Liability is insurance against harm you to do other people and other
people's
property, including injuries, deaths, wrecked cars of other drivers and
wrecked other objects (fences, houses, whatever). The state requires a
certain minimum level of liability insurance to drive legally.
Collision is insurance against damage done to your vehicle while
driving. If
you have a car loan or you lease your car, the money lender or leasor
(owner)
require you to have some amount of this kind of insurance to protect
their
financial interest. If you own your car outright, this type is optional
for you.
Comprehensive is insurance against damage done to your vehicle from
non-traffic related things, e.g. a tornado blows your garage down your
car, or
a flood fills it with water. This is again optional if you own your car
outright.
There are some other narrower types of insurance you might have, and
some riders.
Generally, Pay at the Pump would pay for only the Liability component.
On
your current insurance policy, the amount of liability premium you pay
is
mostly determined by factors other than the type or cost of the vehicle
you
own. It's more determined by your age, gender and driving record, where
you
drive and how many miles you drive. Thus it is pretty easy to fund a
minimum
level of this kind of insurance at the pump. The number one determinant
of
how likely you are to have an accident is often what is called exposure.
That
is, the more you drive in traffic, the more likely you are to have an
accident. It's easy to see that relatively speaking, the more you drive
and
the bigger risk you are for accidents, the more gasoline you will buy,
and
thus the more pump insurance tax you will pay into the risk pool.
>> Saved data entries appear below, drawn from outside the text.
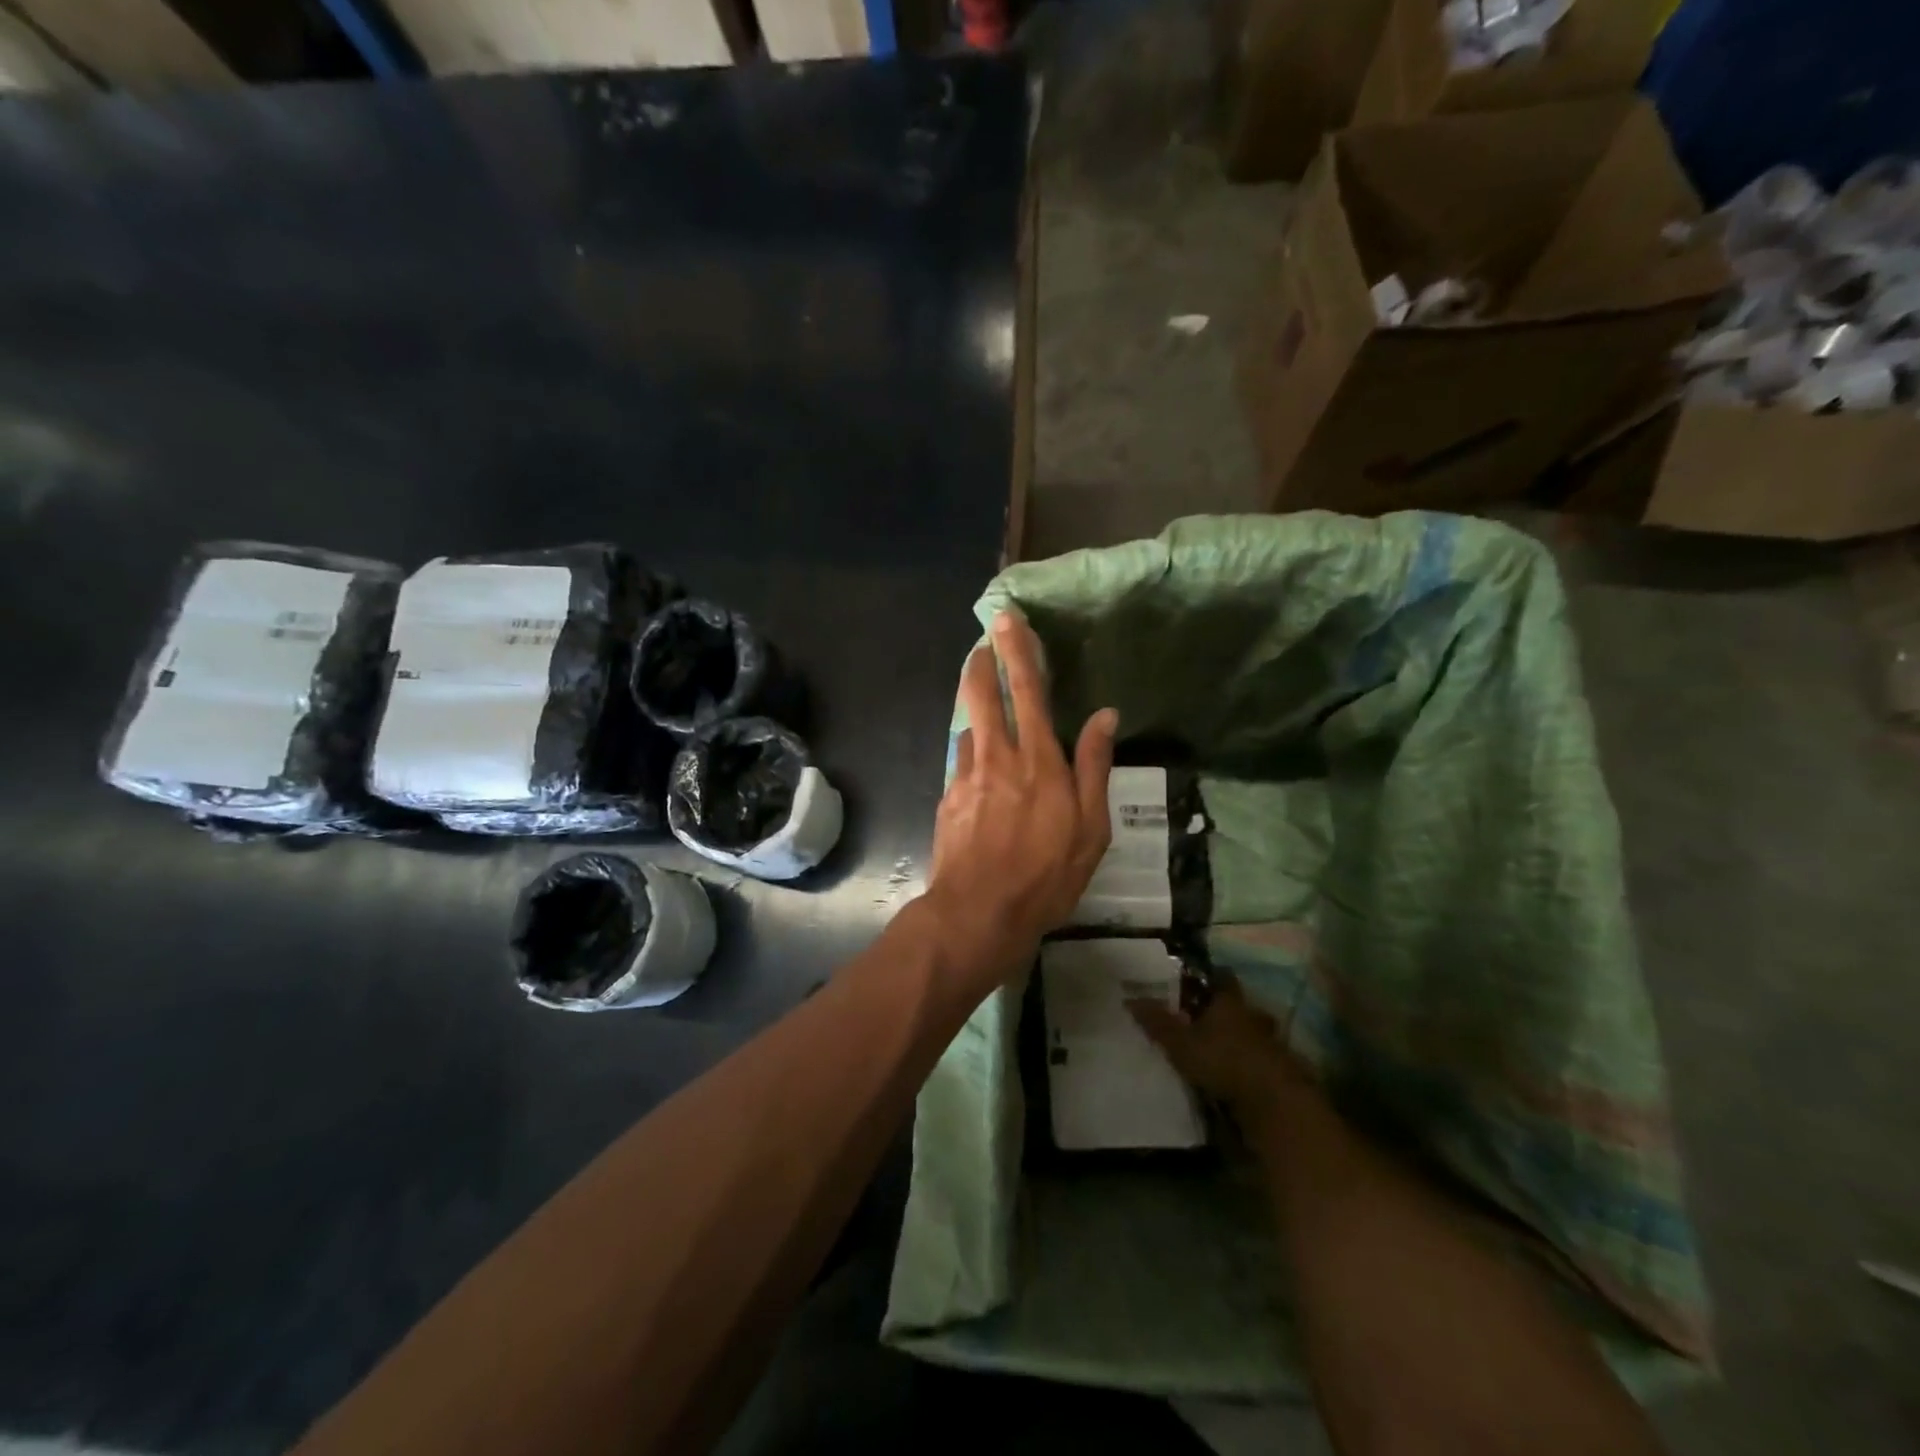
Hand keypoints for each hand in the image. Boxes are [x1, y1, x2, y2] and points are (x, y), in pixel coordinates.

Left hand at [923, 610, 1117, 985]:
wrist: (979, 913)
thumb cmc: (1047, 875)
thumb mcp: (1090, 828)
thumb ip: (1095, 766)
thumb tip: (1105, 715)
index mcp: (1039, 761)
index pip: (1029, 692)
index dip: (1018, 652)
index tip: (1008, 620)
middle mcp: (998, 758)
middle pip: (984, 695)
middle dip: (982, 662)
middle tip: (983, 642)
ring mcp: (966, 777)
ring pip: (969, 727)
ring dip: (976, 709)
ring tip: (986, 708)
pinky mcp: (948, 799)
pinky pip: (961, 763)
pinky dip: (972, 754)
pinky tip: (979, 770)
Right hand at [1128, 974, 1304, 1118]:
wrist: (1274, 1101)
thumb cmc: (1223, 1060)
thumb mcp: (1181, 1044)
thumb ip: (1157, 1023)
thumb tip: (1130, 999)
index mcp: (1228, 1001)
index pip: (1222, 978)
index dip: (1210, 978)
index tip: (1195, 982)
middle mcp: (1252, 1015)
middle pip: (1238, 1005)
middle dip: (1223, 1010)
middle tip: (1202, 1017)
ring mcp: (1271, 1041)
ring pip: (1251, 1031)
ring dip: (1238, 1037)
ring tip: (1218, 1047)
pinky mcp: (1281, 1068)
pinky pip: (1261, 1056)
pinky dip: (1249, 1060)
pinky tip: (1235, 1071)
Private insurance companies don't go away at all in a Pay at the Pump
situation. They are available for higher liability coverage amounts,
something that is recommended anyway, as well as for Collision and
Comprehensive insurance, and as well for special riders like "Rental
coverage"
if an accident makes your car unavailable or "Auto glass coverage" for
broken
windshields, etc. There is still plenty of opportunity for private
insurance
firms to make money by selling insurance beyond the Pay at the Pump
amount.
Plus, the existing insurance companies would probably form a pool which
actually did get the money and cover the risk, just as they do for the
"high
risk pool" now, for Pay at the Pump. Their market share might have to
be
decided by state regulators, but such a Pay at the Pump scheme could
well
direct proportional amounts of the pump taxes to all of the licenses
insurance
carriers in the state as determined by market share.
So in reality, the inurance companies lose some higher profits (they
would
still make a profit) on the base required insurance, but would retain
all of
their high profits on the coverages that most people want and have
beyond the
bare minimum required by the state.
The upside for drivers is that no longer would they have the risk of
having
completely uninsured motorists damage their car, damage other property,
or at
worst, injure their passengers. Instead of having to pay for that
"uninsured"
or "underinsured" motorist insurance themselves, the other drivers would
already be covered via their own gasoline purchases.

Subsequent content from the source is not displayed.